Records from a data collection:
---

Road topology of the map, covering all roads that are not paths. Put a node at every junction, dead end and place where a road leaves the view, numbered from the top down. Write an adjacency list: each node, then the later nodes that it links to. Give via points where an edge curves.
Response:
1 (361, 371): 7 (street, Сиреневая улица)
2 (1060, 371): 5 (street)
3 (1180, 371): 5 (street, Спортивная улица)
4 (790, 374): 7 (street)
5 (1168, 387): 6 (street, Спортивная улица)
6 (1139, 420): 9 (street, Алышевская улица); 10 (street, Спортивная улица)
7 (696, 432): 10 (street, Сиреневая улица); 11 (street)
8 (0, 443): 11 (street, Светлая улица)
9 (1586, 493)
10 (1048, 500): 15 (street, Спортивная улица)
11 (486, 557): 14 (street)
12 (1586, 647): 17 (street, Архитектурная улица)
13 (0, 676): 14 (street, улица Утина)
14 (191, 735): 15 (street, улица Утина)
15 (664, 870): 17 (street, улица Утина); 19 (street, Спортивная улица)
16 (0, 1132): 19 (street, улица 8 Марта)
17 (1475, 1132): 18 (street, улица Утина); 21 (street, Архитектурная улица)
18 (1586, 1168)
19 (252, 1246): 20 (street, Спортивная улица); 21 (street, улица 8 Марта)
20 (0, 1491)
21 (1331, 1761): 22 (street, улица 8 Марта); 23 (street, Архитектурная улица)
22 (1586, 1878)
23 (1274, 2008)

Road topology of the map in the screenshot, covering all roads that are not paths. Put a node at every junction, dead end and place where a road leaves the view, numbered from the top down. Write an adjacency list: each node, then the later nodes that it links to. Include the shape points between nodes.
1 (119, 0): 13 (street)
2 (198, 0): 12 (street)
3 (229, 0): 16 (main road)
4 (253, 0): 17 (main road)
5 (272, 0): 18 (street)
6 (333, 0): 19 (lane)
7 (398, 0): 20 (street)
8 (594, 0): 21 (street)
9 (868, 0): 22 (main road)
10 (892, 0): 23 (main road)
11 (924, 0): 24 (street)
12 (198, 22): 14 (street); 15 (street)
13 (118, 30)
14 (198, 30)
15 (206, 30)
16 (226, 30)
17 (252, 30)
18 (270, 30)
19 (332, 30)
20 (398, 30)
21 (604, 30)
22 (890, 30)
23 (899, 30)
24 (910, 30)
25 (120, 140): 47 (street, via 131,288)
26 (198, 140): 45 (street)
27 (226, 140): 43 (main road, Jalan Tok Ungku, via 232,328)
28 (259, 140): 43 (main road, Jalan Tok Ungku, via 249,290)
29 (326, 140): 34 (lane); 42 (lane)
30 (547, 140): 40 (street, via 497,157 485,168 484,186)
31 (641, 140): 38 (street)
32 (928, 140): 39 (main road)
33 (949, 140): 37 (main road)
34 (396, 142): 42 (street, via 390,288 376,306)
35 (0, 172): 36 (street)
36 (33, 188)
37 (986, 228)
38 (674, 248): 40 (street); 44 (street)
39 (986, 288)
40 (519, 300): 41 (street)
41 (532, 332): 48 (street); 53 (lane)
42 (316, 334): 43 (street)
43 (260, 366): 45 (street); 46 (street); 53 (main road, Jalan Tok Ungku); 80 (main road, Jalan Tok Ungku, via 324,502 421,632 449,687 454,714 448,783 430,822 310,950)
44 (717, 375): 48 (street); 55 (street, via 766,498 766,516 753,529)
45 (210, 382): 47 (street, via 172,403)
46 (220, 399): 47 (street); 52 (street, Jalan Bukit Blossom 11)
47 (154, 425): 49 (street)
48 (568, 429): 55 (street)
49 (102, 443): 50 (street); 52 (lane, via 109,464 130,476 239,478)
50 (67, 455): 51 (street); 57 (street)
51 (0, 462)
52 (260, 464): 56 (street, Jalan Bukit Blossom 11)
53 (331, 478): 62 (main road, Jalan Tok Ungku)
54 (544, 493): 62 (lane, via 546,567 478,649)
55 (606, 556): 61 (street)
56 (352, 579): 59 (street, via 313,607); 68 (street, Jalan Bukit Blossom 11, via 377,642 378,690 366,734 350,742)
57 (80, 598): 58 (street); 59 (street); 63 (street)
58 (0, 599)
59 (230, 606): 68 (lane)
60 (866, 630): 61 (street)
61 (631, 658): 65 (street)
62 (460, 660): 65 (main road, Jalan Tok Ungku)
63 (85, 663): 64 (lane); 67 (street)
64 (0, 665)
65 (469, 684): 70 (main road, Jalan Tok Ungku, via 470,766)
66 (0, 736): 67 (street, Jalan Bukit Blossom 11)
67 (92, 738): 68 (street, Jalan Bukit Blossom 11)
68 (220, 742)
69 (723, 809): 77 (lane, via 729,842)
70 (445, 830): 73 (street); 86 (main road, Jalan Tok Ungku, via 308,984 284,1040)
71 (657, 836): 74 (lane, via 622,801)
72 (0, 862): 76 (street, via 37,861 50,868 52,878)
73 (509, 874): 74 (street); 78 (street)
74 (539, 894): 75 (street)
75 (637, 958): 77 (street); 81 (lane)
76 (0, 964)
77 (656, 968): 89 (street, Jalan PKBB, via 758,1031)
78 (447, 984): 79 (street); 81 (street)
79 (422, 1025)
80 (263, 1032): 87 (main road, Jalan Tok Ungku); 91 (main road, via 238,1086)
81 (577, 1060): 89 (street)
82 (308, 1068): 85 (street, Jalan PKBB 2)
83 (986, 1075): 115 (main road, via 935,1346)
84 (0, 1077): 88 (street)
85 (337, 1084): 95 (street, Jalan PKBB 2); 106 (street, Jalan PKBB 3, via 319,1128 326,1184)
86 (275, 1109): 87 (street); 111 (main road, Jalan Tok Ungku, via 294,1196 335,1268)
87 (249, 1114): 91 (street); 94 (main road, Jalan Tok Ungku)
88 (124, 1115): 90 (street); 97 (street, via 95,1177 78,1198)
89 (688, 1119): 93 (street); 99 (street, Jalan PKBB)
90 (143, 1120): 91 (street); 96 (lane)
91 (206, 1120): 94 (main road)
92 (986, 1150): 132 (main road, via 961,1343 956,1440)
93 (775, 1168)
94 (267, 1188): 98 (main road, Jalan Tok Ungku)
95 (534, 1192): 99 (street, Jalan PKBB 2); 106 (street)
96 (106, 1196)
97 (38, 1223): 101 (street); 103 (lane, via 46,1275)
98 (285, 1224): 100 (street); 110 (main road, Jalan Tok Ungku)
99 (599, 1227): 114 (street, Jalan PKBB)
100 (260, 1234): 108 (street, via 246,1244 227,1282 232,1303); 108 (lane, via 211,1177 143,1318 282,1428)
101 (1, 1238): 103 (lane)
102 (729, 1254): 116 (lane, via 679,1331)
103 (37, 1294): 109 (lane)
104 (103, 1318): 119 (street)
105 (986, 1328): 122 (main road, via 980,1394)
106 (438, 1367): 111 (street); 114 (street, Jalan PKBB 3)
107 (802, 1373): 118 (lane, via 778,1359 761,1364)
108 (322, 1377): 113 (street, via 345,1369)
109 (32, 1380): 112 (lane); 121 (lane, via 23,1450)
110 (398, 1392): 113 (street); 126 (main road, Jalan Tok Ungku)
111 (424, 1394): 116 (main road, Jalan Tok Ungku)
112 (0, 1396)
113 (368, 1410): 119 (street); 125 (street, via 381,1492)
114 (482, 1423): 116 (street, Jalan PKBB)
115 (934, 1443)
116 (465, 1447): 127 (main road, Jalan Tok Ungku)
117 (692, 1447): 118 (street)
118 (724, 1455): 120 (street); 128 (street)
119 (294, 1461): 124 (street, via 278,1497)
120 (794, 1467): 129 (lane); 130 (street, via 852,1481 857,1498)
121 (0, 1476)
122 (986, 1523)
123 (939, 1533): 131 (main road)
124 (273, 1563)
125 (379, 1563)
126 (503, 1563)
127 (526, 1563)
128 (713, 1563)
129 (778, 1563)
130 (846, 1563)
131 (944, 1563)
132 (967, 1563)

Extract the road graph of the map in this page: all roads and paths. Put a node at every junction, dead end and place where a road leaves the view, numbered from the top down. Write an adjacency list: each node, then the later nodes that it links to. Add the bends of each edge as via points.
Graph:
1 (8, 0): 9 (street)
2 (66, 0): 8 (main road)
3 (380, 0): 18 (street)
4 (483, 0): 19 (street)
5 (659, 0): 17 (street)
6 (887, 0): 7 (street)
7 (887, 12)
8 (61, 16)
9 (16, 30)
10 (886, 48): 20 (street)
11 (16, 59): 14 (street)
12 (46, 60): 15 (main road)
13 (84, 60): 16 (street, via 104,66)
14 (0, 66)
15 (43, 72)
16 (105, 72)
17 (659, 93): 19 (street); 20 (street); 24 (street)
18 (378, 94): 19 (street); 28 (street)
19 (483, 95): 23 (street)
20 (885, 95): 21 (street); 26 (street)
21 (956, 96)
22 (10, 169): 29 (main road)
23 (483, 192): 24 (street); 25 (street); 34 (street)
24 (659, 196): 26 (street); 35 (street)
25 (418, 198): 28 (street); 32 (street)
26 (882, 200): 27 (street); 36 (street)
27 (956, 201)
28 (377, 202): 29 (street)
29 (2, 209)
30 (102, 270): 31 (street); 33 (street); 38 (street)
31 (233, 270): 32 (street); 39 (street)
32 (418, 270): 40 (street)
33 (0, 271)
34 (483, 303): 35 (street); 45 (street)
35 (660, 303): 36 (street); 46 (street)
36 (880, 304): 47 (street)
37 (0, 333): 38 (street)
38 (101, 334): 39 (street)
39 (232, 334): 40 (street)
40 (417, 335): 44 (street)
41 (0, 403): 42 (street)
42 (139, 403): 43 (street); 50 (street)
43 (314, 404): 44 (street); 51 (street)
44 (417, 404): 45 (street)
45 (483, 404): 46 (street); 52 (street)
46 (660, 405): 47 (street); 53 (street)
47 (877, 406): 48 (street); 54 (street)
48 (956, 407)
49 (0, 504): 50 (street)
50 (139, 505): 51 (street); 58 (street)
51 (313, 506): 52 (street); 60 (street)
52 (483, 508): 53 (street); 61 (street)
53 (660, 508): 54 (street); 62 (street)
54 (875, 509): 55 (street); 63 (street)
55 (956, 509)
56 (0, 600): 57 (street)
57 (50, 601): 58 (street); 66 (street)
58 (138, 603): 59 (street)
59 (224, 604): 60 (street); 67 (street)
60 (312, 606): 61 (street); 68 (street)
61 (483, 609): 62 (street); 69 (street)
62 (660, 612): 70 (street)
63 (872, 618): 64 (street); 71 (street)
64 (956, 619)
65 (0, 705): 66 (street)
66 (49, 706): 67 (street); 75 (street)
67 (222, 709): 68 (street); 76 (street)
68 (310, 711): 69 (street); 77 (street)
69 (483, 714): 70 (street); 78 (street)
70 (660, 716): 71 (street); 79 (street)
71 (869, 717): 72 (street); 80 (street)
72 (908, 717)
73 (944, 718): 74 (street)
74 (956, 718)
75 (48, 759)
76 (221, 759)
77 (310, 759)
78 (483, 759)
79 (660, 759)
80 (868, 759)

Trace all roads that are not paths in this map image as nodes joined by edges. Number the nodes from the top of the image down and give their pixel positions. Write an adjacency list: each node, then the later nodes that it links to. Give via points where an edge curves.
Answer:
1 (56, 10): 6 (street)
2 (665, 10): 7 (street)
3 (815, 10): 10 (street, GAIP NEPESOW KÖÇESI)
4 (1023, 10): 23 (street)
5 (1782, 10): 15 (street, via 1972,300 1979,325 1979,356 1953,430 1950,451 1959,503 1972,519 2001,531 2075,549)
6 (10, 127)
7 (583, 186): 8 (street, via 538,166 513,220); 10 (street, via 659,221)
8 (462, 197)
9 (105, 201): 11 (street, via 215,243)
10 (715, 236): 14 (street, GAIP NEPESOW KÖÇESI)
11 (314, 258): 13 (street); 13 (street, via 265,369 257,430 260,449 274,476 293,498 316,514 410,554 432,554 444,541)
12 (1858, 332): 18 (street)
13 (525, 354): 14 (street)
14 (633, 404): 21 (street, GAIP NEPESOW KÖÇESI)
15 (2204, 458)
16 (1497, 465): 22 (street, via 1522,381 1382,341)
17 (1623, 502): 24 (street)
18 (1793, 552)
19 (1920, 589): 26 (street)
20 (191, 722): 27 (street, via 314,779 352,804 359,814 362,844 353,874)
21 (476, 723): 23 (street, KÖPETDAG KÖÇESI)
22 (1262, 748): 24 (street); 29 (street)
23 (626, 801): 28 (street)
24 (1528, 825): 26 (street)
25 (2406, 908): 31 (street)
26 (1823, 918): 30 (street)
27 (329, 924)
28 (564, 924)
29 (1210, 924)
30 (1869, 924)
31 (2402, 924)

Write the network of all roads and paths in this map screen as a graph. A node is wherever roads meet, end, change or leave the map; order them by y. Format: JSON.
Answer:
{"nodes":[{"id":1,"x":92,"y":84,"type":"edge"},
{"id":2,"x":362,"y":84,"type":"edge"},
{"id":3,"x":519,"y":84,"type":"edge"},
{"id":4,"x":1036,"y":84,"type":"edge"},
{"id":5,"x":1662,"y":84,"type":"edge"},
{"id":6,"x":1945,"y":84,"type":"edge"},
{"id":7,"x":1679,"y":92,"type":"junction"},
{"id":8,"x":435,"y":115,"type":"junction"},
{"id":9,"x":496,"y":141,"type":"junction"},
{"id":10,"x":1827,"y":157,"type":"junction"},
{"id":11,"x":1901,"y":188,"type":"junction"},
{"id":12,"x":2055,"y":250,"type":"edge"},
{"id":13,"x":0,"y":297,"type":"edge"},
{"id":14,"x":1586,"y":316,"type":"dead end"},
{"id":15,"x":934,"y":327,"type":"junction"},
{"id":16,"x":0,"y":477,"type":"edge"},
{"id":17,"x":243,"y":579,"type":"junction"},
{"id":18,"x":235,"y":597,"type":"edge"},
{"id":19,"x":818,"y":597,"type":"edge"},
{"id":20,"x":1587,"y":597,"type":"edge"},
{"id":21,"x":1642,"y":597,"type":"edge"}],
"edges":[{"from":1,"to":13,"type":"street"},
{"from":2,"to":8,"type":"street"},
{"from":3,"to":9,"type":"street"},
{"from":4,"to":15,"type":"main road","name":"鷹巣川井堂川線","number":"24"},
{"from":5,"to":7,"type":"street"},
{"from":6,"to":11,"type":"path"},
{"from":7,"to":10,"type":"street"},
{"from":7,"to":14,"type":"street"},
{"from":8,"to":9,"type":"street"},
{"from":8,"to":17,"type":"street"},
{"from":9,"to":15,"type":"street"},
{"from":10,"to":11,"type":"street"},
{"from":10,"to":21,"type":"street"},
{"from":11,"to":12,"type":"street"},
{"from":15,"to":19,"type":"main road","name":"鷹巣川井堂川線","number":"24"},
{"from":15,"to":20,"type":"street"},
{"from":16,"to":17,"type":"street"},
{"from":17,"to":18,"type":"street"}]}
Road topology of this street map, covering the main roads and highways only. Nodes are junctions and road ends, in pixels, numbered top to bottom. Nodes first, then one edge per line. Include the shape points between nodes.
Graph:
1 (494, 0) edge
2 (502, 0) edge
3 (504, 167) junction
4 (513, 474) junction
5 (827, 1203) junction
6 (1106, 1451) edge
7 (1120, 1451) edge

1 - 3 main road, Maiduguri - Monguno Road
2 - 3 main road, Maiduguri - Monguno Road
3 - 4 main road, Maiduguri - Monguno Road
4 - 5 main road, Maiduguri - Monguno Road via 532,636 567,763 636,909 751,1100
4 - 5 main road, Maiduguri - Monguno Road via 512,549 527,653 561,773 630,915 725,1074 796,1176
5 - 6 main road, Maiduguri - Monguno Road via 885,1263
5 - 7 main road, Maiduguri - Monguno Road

---

# Work request
Which lines of the entries above contain the string "Blossom"? Copy each one.

# Response
46 (220, 399): 47 (street); 52 (street, Jalan Bukit Blossom 11)
52 (260, 464): 56 (street, Jalan Bukit Blossom 11)
56 (352, 579): 59 (street, via 313,607); 68 (street, Jalan Bukit Blossom 11, via 377,642 378,690 366,734 350,742)
66 (0, 736): 67 (street, Jalan Bukit Blossom 11)
67 (92, 738): 68 (street, Jalan Bukit Blossom 11)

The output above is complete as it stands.